Competitively priced outsourced 3(16) services provided by a credible vendor willing to accept a fiduciary role while offering a warranty that is backed up by first, third or first and third party fiduciary liability insurance have real value. They are not a gimmick. The insurance policy approach is far more advantageous than the deep pocket vendor approach for too many different reasons to highlight in this limited response space. Given the growth potential, these services will be thoroughly discussed at the CFDD ’14 Advisor Conference.
There is an insatiable demand for innovation, but is the innovation what it seems. Not really.
Paul Smith, NAPLIA SVP
It’s good to see Advisor and Plan Sponsor fiduciary matters coming into the mainstream discussion. With so many moving parts, it’s easy for the discussion to get off center.

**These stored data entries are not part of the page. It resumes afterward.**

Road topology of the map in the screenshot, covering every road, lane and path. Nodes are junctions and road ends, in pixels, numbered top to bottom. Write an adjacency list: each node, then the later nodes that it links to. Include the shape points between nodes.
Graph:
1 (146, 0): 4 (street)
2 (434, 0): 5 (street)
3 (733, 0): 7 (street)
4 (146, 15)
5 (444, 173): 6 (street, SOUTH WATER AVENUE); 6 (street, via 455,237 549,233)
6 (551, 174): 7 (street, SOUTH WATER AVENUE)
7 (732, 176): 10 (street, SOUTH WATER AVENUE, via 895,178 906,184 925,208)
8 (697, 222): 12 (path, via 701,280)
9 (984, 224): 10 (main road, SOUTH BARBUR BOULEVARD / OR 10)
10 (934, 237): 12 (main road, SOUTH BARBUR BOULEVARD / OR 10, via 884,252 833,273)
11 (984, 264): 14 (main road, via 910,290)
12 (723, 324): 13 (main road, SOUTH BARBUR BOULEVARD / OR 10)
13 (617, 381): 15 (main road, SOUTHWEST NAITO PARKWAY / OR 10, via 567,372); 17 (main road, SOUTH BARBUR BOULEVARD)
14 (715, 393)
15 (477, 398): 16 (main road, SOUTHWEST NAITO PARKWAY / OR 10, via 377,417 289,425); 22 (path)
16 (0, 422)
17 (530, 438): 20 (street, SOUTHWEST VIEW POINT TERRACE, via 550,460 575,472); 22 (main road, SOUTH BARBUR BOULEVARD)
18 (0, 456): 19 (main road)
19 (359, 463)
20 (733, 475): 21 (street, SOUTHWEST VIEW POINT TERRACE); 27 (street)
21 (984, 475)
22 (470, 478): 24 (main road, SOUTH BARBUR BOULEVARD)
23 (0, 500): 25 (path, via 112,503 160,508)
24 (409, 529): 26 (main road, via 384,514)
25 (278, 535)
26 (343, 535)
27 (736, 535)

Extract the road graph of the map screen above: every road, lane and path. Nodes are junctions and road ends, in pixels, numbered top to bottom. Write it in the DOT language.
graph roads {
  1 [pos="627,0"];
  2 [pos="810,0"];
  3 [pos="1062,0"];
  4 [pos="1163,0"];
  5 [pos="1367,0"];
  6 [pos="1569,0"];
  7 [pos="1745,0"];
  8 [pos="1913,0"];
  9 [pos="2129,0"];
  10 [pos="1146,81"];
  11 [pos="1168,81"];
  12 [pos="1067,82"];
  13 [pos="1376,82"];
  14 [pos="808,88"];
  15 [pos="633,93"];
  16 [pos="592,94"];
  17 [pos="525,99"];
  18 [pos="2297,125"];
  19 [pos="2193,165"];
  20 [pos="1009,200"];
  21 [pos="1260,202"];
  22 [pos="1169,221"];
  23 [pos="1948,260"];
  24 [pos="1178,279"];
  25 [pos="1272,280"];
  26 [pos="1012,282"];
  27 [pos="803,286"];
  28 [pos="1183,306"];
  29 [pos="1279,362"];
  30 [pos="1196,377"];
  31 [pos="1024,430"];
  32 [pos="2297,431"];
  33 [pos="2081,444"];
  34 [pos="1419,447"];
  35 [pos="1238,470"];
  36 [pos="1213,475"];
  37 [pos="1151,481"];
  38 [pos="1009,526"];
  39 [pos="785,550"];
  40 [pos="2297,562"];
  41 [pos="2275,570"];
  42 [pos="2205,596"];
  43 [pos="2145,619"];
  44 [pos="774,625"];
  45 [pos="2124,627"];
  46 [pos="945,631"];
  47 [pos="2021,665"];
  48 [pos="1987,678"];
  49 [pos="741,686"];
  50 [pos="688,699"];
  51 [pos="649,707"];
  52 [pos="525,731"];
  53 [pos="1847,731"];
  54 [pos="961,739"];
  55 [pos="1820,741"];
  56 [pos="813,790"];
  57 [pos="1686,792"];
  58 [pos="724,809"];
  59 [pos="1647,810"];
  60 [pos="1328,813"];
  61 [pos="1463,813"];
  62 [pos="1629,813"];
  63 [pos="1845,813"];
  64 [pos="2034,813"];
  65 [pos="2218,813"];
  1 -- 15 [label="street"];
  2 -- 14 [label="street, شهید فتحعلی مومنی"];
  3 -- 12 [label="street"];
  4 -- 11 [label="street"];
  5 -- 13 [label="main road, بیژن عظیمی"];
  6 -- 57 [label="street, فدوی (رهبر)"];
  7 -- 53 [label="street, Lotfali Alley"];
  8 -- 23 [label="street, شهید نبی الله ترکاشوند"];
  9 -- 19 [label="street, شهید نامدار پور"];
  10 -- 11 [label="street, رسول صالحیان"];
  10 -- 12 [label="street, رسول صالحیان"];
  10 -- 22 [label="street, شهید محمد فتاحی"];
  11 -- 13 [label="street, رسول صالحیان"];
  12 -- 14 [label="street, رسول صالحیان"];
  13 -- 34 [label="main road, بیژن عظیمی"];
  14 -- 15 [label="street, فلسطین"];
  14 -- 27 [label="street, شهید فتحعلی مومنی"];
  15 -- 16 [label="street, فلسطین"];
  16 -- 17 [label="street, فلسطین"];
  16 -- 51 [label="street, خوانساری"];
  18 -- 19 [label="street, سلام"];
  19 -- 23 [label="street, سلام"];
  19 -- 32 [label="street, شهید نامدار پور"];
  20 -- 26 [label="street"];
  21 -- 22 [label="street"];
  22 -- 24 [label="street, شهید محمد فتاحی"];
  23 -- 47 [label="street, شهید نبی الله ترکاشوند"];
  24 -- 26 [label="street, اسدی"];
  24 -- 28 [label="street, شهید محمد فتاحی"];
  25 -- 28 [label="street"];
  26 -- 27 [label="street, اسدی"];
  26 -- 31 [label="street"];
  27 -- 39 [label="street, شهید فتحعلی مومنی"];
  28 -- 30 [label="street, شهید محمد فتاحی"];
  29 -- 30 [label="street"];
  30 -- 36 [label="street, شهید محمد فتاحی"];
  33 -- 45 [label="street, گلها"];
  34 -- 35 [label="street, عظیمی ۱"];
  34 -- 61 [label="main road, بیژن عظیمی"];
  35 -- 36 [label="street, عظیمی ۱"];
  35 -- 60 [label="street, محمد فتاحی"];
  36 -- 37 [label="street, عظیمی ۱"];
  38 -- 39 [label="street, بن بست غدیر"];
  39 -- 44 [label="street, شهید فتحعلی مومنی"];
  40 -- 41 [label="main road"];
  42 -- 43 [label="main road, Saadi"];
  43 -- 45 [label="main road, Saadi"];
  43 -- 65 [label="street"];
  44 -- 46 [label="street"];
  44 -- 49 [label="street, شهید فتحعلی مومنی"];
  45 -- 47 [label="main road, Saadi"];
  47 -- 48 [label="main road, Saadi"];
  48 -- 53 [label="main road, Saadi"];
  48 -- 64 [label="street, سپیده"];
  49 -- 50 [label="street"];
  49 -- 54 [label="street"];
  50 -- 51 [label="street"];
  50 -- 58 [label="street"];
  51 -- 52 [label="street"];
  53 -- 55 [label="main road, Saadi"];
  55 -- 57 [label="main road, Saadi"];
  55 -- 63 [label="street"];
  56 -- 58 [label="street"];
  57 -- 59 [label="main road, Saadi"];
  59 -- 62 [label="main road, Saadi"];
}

I think Phil did a good job of clarifying some issues that I would have otherwise addressed.
It was mentioned in the article that I (NAPLIA) do not have RIA clients that take on fiduciary responsibility. I’m compelled to clarify that we insure hundreds of RIA’s that take on a fiduciary role – generally in the investments space, but occasionally in a Named Fiduciary Role in the qualified plan space. Additionally, we have several TPAs and standalone Consultants acting as 3(16) and 402 Fiduciaries that we insure for the delivery of their Professional Services.
Language itself can create or add to the confusion, as we talk about warranties in the Plan Provider or outsourced fiduciary space. When a outsourced Plan Fiduciary has correctly written E&O coverage, and extends their 1st Party coverage (written properly and backed by a A Rated carrier) to all their fiduciary clients – it’s a best case arrangement.
As Phil also mentioned, I will be speaking on this subject at CFDD next month.
Fiduciary Advisor Advocate
Not exactly an apples to apples comparison but in the same church as they say. If you look at the history and examples of plan sponsors believing they could lay of the financial aspects of fiduciary risk- it doesn’t work all that well. Anyone remember Executive Life? That was a mess! Besides- any insurance policy is only as good as the underwriters ability to pay in the event of an event.
The only way I can see to mitigate fiduciary risk is to have a well documented, repeatable and defendable process in place…don’t see that as much in the sub $250M marketplace. There is no magic pill to ease the concern and no free comfort food. There are however well established processes and protocols available.